-- REQUIRED WORK --
Repeat every record below exactly, omitting any pictures.

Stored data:
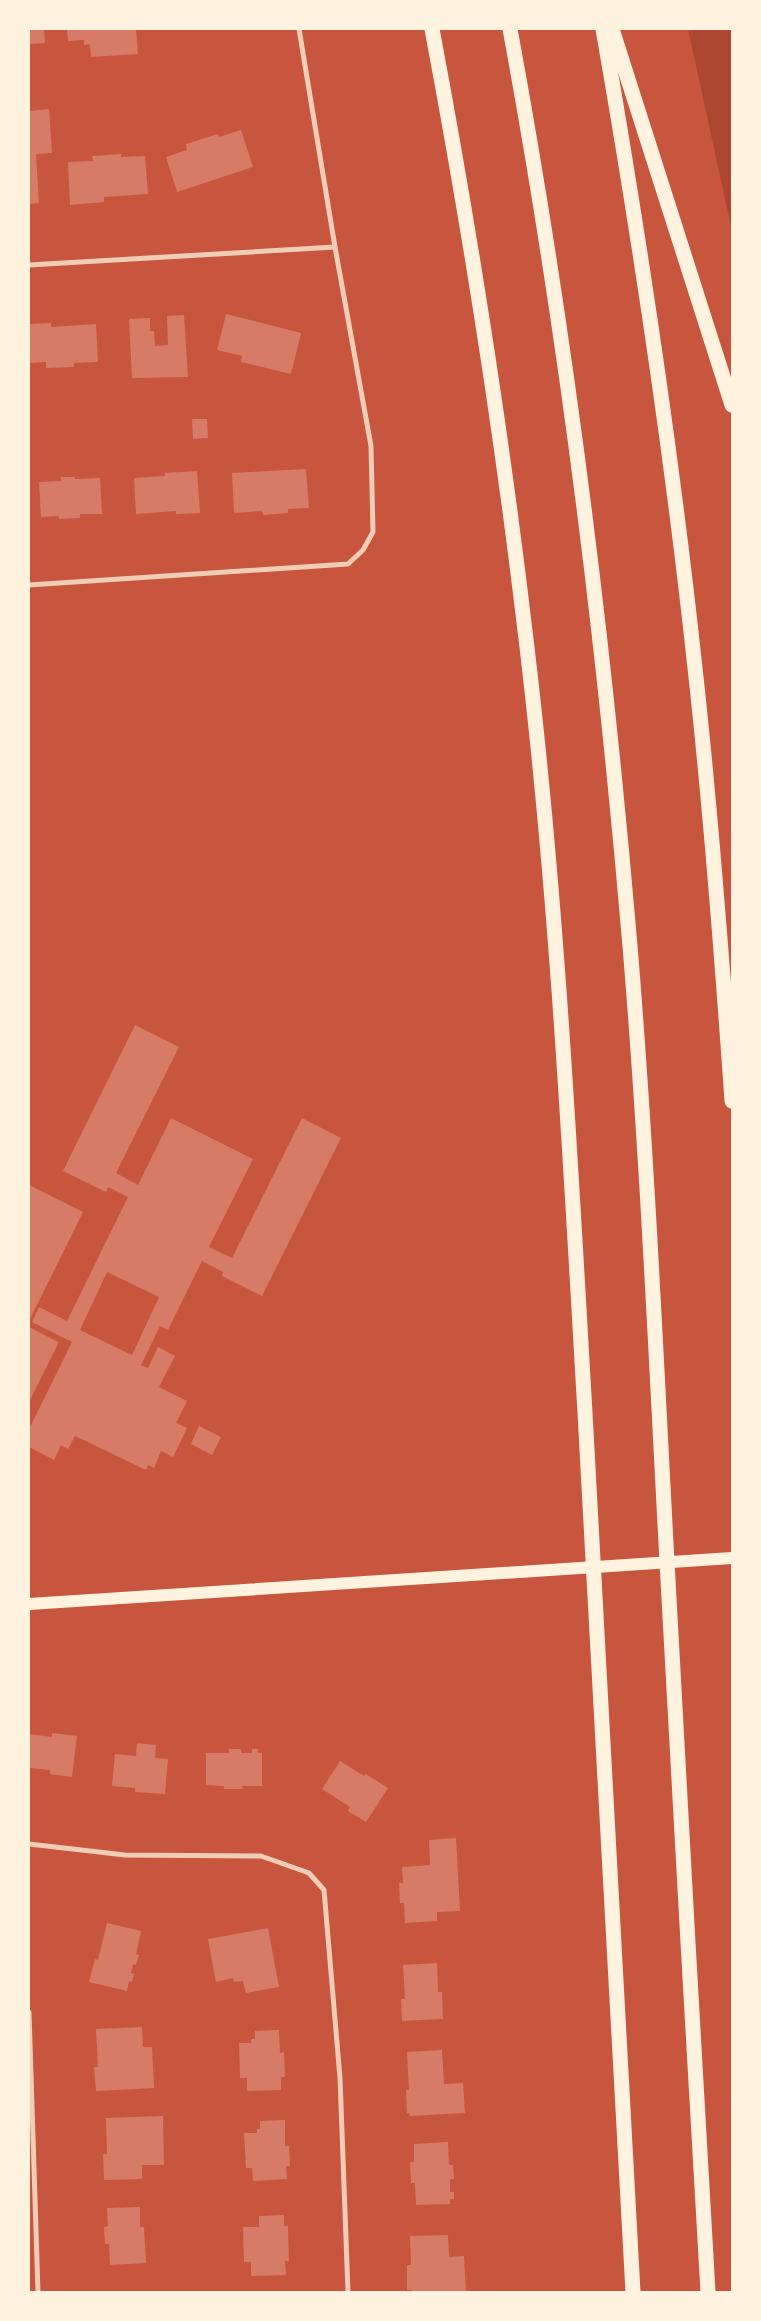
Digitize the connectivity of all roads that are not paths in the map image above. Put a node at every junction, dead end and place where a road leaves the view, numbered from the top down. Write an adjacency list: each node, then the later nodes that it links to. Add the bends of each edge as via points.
1 (299, 29): 6 (street)
2 (432, 29): 17 (highway, via 479,295 505,469 546,830 564,1045)
3 (510, 29): 18 (highway, via 570,405 607,699 632,973 648,1193)
4 (603, 29): 10 (highway, via 631,190 684,570 709,811)
5 (612, 29): 8 (highway)
6 (335, 247): 7 (street); 9 (street, via 371,446 373,532 363,550 348,564)
7 (29, 266)
8 (732, 405)
9 (29, 585)
10 (732, 1101)
11 (732, 1558): 12 (main road)
12 (29, 1604)
13 (29, 1844): 16 (street, via 125,1855 261,1856 309,1873 324,1890 340,2078)
14 (29, 2012): 15 (street)
15 (38, 2292)
16 (348, 2292)
17 (633, 2292)
18 (708, 2292)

-- TASK ANSWER --
Digitize the connectivity of all roads that are not paths in the map image above. Put a node at every junction, dead end and place where a road leaves the view, numbered from the top down. Write an adjacency list: each node, then the later nodes that it links to. Add the bends of each edge as via points.
1 (299, 29): 6 (street)
2 (432, 29): 17 (highway, via 479,295 505,469 546,830 564,1045)
3 (510, 29): 18 (highway, via 570,405 607,699 632,973 648,1193)
4 (603, 29): 10 (highway, via 631,190 684,570 709,811)
5 (612, 29): 8 (highway)
6 (335, 247): 7 (street); 9 (street, via 371,446 373,532 363,550 348,564)
7 (29, 266)
8 (732, 405)
9 (29, 585)
10 (732, 1101)
11 (732, 1558): 12 (main road)
12 (29, 1604)
13 (29, 1844): 16 (street, via 125,1855 261,1856 309,1873 324,1890 340,2078)
14 (29, 2012): 15 (street)
15 (38, 2292)
16 (348, 2292)
17 (633, 2292)
18 (708, 2292)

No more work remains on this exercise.